Design of the Bag 8/10.  
This could easily have been a straight 10, the pockets are large, all waterproof and well laid out. The drinks, food and ball pockets are easy to access whilst wearing the bag. The colour scheme is great with several to choose from. The legs are robust and come out with ease and provide a stable platform. Improvements could be made to the hood which would guarantee it is waterproof.

Comfort 6/10. 
The padding is very poor and the strap design has a lot of room for improvement. Like most of the golf bag manufacturers they could learn a lot from Rucksack manufacturers to improve the strap design to ensure the padding remains on the outer edge where the load pressure is greatest on the wearer. The bottom anchor points of the straps are too close to the upper anchor points which cause the webbing to rub against the wearers body whilst walking. Also the lumbar padding is very thin which should really be doubled up.

Waterproof claims 9/10.
Aside of the hood design the bag has fully taped seams and coated fabric. The zips are also designed to be waterproof. All the above aside of the hood stood up to the manufacturers claims, and the hood only let in a small amount of rain which ran in though anchor point cut outs.

Over all. 9/10
A definite bag to look at if you play throughout the autumn and winter. It will reduce the need for additional weather protection for your bag and enables you to play even when trolley bans are in place without worrying about keeping your clubs dry.  I'm glad HID bought it for me and would recommend putting it on your Xmas/ Birthday list.


----------



## stevelev (Sep 10, 2012)

Does anybody else on the forum have one of these, and how do they rate them?


----------



## fat-tiger (Sep 11, 2012)

i have one in black, 

had it since around march time, have found if you put to much stuff in pockets when raining  water will get in throught the zip, also no mine is starting to show signs or wear and tear, esp near wear theres extra protection around the zips  like a fading, but maybe thats cos min is black, only other thing is the stand doesnt retract soon as you lift the bag up ,more often then not you have to kick the legs in ,
apart from that really good bag, plenty of room and plenty of pockets


----------



## Oddsocks (Sep 23, 2012)

I just got the 2011 design, 

I don't like the 2012 design for 2 reasons
1) I don't like the big h2no branding - looks chavy
1) I don't like the 4 way devider - the 11 design has a 6 way


----------



## Essex_Stu (Sep 23, 2012)

Thinking of getting 1 this week to replace my heavy Nike bag. Cant decide between this and the Mizuno WP bag. I'd have to try and find last years model with the 6 way divider though. Whats club chatter like in these as at the moment I sound like the marching band walking down the fairway.


----------



## Oddsocks (Sep 23, 2012)

Prob not gonna help but I got a deal and half on mine.

Bag Rrp 149.00
Brolly Rrp 39.00
Doz balls Rrp 34.95

My price Â£90.00 :thup:


----------



## USER1999 (Sep 23, 2012)

I have one, and reviewed it on here. 

Mine broke, and has been replaced under warranty. One of the grab handles at the top snapped off.


----------



## moogie (Sep 23, 2012)

This could be a decent and Cheaper alternative.....?

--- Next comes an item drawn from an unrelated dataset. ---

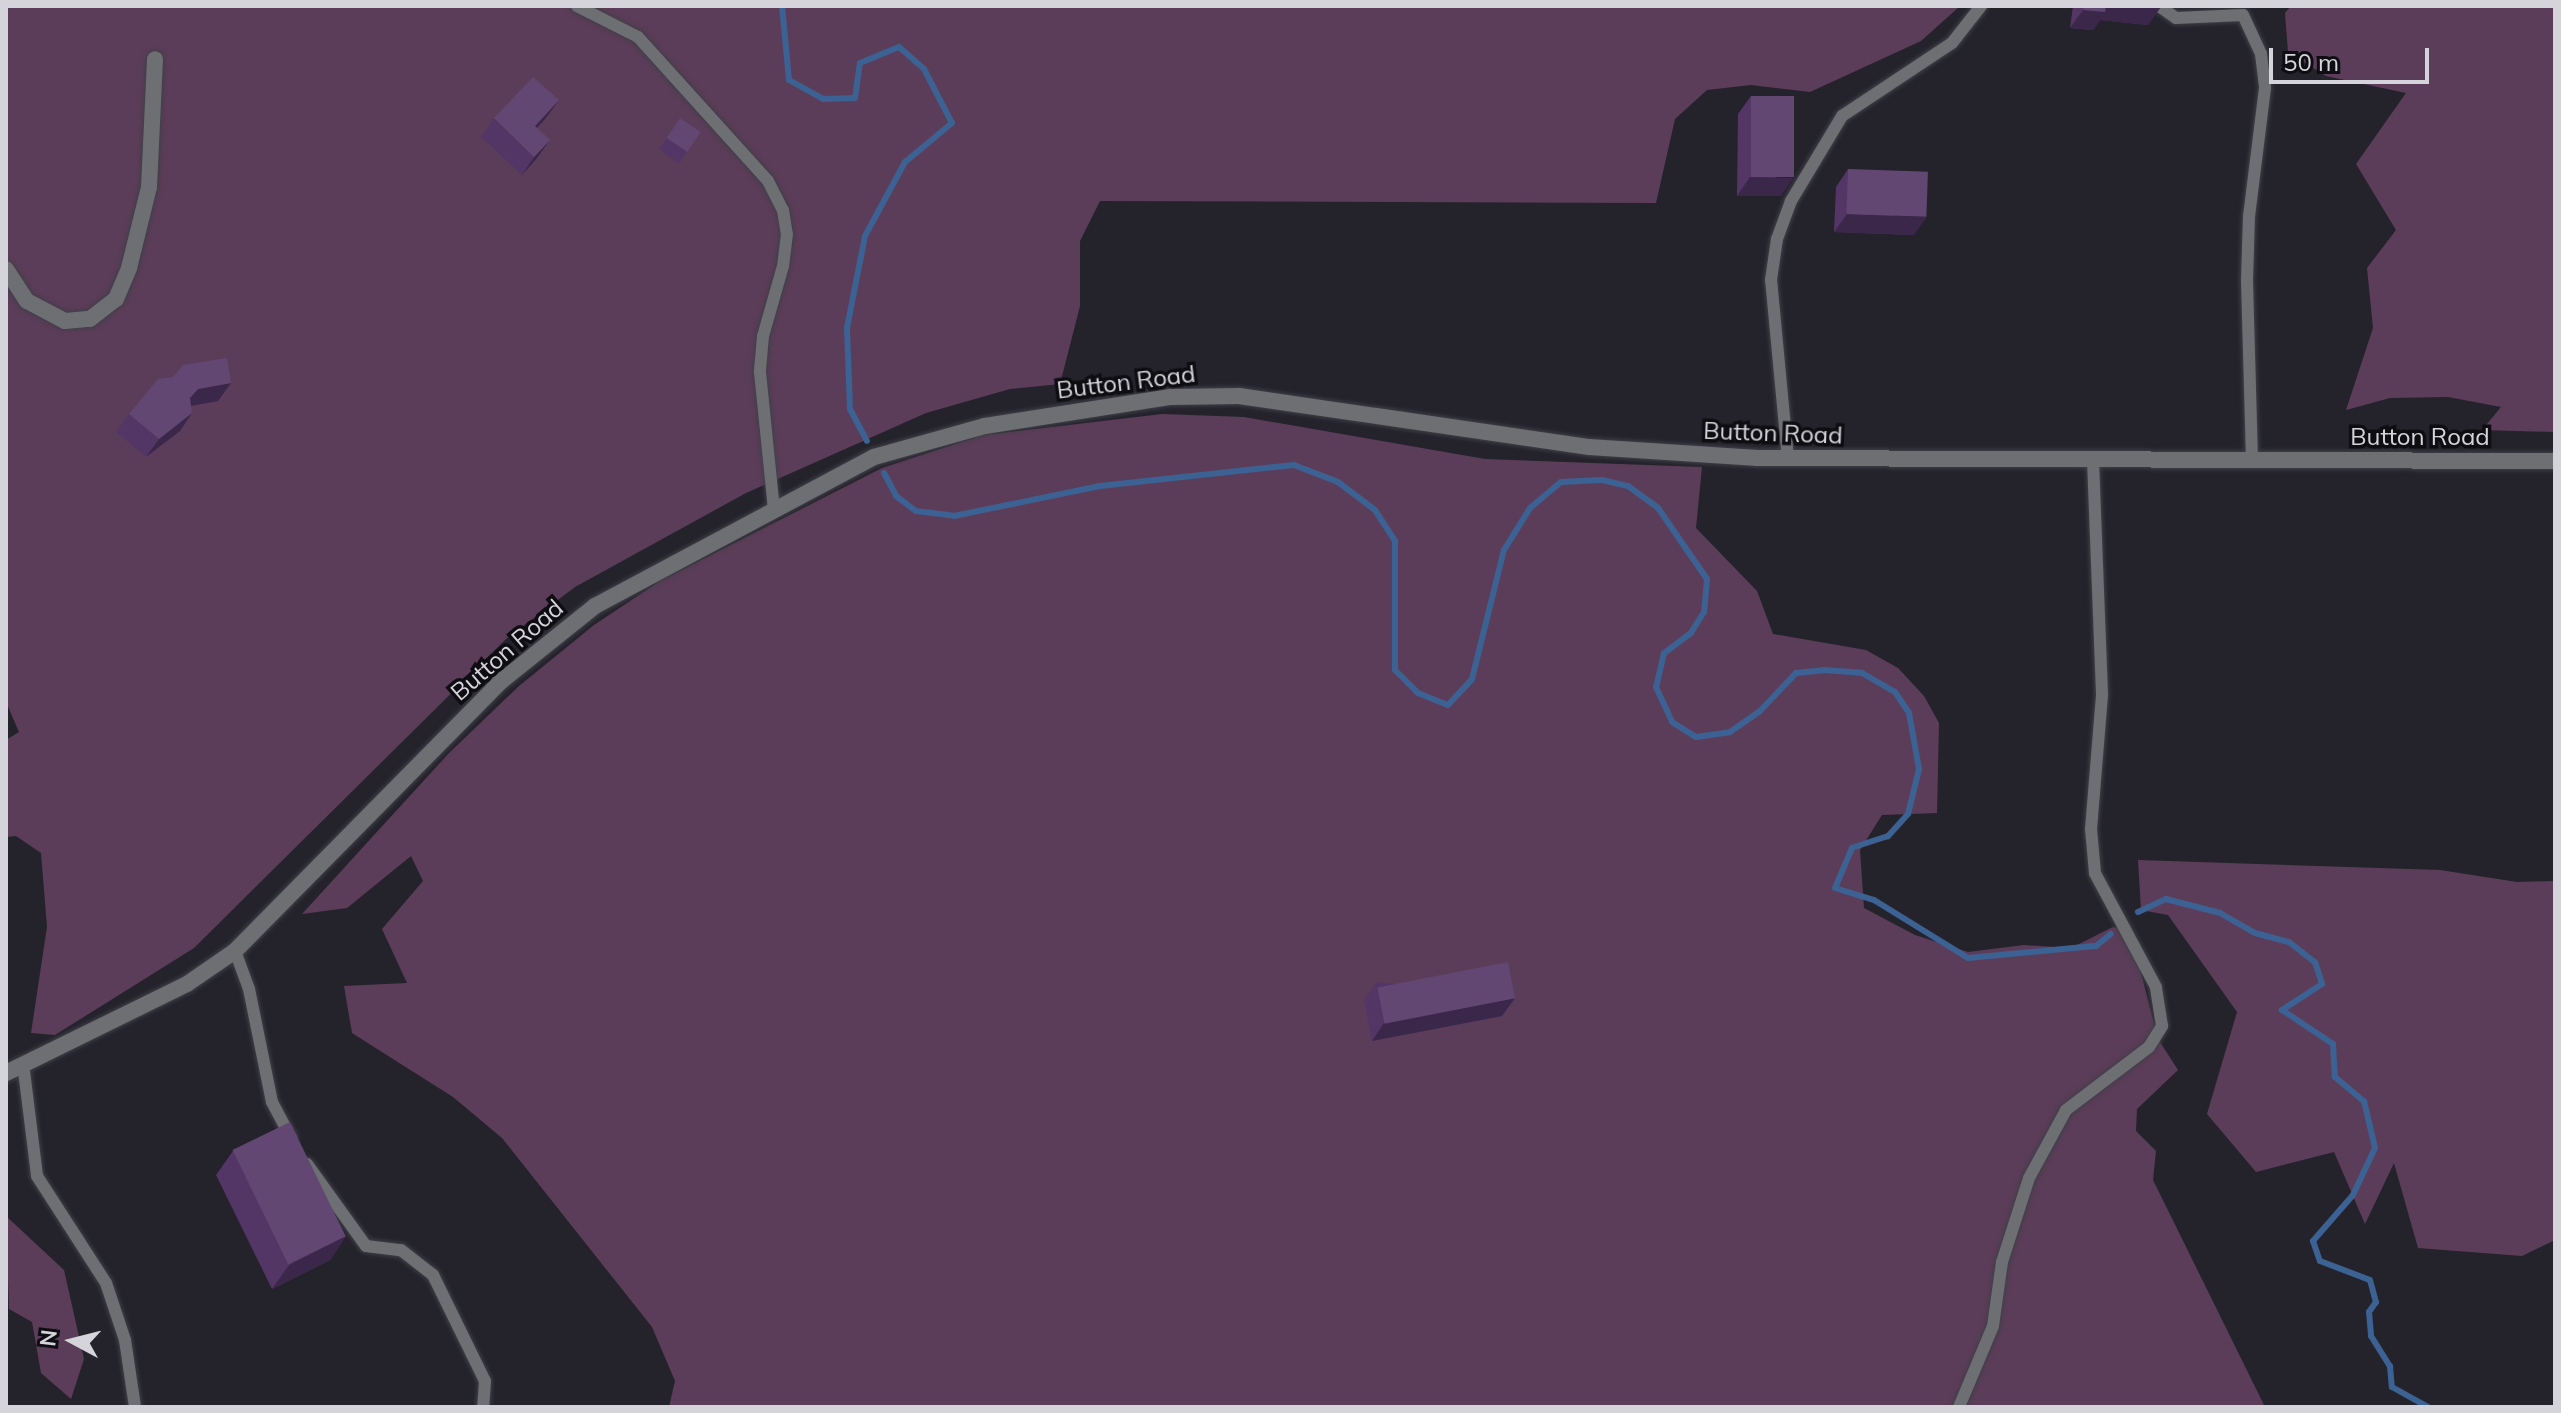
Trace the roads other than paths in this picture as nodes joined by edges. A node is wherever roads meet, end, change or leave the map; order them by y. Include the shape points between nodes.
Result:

http://www.ebay.co.uk/itm/190662958070?ssPageName=STRK:MEWAX:IT&_trksid=p3984.m1438.l2649


Possibly (???)  same bag.........different Branding


----------



## Oddsocks (Sep 23, 2012)

Looks very close!


----------



## One Planer (Sep 23, 2012)

I have one and love it! Brought it off Beach Golfer on here.

I like pretty much every aspect of the bag. Plenty of pockets and space. Nice big top divider. I like the firm feel of the straps. Like I said, love it.

It feels much more stable when walking too. My previous Mizzy bag, although nice, didn't feel stable when walking and the clubs clattered something awful.

Best thing for me is the waterproof nature of the bag, especially with our summers


----------